TASK PROMPT -> Show each line of the data below that has the string "SEKSYEN" in it.
☆ ☆ ☆ ☆ ☆
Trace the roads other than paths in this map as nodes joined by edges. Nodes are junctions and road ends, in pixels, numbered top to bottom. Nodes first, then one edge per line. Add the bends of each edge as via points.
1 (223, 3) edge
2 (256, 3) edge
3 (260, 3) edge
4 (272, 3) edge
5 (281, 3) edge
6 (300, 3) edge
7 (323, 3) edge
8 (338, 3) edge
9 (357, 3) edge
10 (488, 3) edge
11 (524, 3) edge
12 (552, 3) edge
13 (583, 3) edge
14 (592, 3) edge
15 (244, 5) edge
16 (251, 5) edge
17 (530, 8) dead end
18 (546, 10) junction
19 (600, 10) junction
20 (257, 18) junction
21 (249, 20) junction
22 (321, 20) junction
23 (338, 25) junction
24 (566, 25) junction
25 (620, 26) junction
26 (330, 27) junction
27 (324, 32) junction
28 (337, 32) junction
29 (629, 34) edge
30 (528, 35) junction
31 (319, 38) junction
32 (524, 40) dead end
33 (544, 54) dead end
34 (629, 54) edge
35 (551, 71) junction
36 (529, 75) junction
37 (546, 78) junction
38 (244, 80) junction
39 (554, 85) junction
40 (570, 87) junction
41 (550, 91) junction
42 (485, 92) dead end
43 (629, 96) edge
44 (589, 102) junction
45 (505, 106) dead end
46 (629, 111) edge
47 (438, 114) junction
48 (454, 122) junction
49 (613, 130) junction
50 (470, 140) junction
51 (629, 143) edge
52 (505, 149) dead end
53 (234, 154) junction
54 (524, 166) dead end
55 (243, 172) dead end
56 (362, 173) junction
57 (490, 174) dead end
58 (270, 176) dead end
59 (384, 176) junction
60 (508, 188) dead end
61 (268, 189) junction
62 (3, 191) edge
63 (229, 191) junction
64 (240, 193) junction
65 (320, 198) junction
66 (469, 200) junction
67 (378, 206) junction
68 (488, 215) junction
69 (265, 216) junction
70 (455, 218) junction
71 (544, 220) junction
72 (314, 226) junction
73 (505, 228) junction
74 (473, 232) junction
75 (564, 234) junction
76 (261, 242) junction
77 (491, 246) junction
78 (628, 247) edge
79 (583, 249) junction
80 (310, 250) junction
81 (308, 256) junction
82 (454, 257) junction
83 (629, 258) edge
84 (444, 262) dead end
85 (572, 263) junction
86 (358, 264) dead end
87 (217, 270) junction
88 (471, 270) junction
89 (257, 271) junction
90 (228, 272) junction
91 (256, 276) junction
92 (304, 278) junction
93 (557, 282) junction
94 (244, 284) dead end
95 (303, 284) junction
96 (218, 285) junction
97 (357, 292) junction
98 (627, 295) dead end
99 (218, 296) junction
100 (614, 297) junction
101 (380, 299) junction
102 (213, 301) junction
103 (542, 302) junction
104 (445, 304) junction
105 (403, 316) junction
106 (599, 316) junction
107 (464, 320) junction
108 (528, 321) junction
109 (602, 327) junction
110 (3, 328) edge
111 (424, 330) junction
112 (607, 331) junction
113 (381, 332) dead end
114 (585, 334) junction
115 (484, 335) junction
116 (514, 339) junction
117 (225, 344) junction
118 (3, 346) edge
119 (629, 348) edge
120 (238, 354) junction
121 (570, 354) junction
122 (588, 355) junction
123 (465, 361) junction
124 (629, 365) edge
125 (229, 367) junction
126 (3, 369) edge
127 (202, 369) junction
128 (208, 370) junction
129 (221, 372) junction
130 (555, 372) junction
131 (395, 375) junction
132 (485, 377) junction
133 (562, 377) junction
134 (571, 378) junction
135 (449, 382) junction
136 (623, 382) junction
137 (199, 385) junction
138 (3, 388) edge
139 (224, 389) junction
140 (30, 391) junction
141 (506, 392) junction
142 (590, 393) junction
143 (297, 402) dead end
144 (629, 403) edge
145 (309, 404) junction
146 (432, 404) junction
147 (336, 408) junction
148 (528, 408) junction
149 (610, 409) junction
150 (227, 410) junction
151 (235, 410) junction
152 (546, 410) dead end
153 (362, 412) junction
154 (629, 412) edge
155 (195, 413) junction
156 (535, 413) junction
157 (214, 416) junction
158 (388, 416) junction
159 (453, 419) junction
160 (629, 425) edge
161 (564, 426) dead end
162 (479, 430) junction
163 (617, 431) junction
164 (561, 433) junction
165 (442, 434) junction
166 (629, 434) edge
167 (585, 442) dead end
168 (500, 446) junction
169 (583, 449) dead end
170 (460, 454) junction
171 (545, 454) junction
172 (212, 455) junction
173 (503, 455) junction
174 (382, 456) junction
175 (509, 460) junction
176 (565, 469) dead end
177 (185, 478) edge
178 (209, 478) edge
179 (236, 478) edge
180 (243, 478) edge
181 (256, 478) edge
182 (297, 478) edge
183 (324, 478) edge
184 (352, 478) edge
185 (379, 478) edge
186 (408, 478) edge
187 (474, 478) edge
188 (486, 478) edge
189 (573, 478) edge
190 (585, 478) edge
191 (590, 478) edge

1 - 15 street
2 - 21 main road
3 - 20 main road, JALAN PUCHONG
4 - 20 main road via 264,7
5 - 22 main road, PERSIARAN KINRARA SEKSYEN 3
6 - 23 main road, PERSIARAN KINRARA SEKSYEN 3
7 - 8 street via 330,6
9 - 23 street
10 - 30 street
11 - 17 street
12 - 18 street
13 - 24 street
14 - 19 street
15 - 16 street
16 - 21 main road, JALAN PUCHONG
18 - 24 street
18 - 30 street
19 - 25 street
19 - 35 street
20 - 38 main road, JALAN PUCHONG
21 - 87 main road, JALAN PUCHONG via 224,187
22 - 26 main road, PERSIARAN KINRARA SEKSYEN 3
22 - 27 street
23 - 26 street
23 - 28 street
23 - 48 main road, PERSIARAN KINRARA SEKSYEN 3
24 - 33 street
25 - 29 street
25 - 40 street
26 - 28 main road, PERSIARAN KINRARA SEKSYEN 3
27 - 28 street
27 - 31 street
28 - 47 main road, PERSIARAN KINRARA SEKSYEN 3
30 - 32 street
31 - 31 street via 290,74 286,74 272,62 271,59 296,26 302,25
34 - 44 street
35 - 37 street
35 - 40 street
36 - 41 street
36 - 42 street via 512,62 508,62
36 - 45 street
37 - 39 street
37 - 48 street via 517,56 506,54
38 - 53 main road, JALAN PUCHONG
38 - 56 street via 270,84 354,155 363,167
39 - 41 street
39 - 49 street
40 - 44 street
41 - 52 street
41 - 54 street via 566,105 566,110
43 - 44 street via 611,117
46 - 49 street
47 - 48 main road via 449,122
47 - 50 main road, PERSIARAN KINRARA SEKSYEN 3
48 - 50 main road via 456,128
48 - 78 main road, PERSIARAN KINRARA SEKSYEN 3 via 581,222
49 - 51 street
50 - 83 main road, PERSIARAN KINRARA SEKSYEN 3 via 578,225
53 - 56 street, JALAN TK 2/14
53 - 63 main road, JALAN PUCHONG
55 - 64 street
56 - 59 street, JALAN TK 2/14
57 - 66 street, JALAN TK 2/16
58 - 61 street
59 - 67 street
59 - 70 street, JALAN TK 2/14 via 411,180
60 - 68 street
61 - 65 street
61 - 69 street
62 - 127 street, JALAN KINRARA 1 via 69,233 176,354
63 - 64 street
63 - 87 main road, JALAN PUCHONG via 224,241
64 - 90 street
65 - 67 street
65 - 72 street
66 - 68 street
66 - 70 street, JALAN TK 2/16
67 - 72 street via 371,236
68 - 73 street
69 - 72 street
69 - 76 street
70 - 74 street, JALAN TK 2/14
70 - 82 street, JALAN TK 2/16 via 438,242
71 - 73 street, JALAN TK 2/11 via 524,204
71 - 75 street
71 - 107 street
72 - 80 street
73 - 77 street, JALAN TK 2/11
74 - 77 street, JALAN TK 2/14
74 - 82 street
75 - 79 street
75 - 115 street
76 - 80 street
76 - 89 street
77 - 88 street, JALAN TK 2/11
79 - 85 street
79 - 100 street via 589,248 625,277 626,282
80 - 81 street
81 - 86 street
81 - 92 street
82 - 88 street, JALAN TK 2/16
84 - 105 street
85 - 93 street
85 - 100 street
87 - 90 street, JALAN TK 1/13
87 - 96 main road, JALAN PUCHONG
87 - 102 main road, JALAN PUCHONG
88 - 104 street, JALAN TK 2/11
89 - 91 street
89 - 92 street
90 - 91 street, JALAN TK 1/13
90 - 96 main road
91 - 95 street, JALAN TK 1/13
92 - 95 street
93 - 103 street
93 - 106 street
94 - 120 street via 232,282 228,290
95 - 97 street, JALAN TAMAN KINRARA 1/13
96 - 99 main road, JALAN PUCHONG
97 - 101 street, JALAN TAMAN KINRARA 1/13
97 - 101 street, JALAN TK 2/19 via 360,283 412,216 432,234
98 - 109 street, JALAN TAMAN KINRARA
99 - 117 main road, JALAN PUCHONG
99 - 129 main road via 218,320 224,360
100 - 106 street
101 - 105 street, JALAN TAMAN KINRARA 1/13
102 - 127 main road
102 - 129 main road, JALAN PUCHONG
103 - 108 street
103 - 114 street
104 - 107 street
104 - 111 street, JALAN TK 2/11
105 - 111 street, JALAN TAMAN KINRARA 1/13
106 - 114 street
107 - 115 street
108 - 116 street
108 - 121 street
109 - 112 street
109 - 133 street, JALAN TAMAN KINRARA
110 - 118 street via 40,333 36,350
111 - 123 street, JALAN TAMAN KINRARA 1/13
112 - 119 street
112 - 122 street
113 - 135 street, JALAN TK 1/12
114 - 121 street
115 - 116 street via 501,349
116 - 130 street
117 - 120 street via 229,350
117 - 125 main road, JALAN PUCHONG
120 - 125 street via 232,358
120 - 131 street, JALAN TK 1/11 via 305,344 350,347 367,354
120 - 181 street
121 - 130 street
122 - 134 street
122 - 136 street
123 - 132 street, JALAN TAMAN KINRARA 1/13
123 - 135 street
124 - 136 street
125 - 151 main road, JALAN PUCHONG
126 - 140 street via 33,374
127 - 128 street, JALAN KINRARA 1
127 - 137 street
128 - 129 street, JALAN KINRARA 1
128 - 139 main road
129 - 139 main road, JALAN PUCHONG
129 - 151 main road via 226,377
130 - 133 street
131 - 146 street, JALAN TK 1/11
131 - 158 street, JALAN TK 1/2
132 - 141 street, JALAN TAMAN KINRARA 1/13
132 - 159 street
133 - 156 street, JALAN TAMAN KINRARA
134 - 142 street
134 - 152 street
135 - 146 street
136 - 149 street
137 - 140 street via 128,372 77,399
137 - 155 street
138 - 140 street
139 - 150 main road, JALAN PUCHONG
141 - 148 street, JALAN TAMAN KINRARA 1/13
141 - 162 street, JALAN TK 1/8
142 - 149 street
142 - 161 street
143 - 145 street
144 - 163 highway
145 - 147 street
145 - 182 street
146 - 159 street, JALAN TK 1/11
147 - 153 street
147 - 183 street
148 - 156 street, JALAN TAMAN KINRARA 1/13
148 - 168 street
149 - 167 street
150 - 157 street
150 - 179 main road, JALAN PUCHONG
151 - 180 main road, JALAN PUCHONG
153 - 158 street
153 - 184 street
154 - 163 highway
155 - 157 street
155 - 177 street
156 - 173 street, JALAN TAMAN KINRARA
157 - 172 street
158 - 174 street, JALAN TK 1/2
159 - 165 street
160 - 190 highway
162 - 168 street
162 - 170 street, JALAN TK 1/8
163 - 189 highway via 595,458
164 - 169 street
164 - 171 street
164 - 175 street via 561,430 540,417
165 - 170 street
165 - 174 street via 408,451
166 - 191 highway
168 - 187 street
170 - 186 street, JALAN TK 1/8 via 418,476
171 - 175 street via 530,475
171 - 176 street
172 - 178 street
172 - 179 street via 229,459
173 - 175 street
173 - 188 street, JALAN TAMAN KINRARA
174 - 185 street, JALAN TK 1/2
☆ ☆ ☆ ☆ ☆
FINISHED EXERCISE ->
5 - 22 main road, PERSIARAN KINRARA SEKSYEN 3
6 - 23 main road, PERSIARAN KINRARA SEKSYEN 3
22 - 26 main road, PERSIARAN KINRARA SEKSYEN 3
23 - 48 main road, PERSIARAN KINRARA SEKSYEN 3
26 - 28 main road, PERSIARAN KINRARA SEKSYEN 3
28 - 47 main road, PERSIARAN KINRARA SEKSYEN 3
47 - 50 main road, PERSIARAN KINRARA SEKSYEN 3
48 - 78 main road, PERSIARAN KINRARA SEKSYEN 3 via 581,222
50 - 83 main road, PERSIARAN KINRARA SEKSYEN 3 via 578,225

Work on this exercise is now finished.